→ EXERCISE DESCRIPTION: All that is wanted is the lines from the first line of the listing below through the line containing "thumb cmc: (214, 244)", written out exactly with pictures left out.

→ DATASET ENTRIES:

::::::

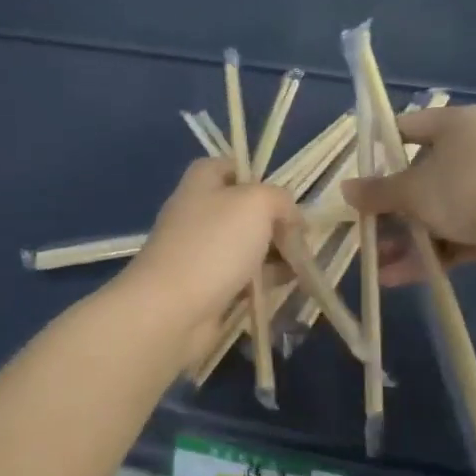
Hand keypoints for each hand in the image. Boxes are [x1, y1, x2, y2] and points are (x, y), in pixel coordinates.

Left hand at [119, 158, 300, 360]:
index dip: (262, 178)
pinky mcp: (206, 284)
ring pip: (248, 244)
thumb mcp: (257, 204)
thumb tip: (292, 218)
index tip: (287, 198)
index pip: (234, 166)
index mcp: (202, 181)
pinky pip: (243, 275)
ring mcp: (200, 250)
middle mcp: (198, 211)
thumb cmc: (214, 244)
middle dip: (277, 222)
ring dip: (276, 253)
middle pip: (246, 208)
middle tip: (302, 238)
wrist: (172, 309)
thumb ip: (281, 200)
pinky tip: (289, 284)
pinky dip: (265, 278)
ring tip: (304, 265)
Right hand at [341, 106, 475, 282]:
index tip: (356, 174)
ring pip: (435, 211)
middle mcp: (472, 150)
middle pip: (418, 176)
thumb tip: (344, 189)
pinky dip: (428, 252)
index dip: (378, 149)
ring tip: (376, 262)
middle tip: (363, 226)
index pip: (406, 128)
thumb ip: (377, 191)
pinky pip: (452, 234)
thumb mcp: (412, 190)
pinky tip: (397, 276)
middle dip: (389, 209)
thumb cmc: (466, 190)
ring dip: (405, 237)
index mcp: (455, 125)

::::::

→ WRITTEN ANSWER:
Hand keypoints for each hand in the image. Boxes are [x1, y1, x2, y2] and points are (x, y), in pixel coordinates.

Left hand at [119, 158, 300, 360]:
index dip: (262, 178)
pinky mcp: (206, 284)
ring pip: (248, 244)
thumb mcp: (257, 204)
thumb tip: (292, 218)
index tip: (287, 198)
index pip: (234, 166)
index mcp: (202, 181)
pinky pip: (243, 275)
ring mcp: (200, 250)
middle mcp: (198, 211)
thumb cmc: (214, 244)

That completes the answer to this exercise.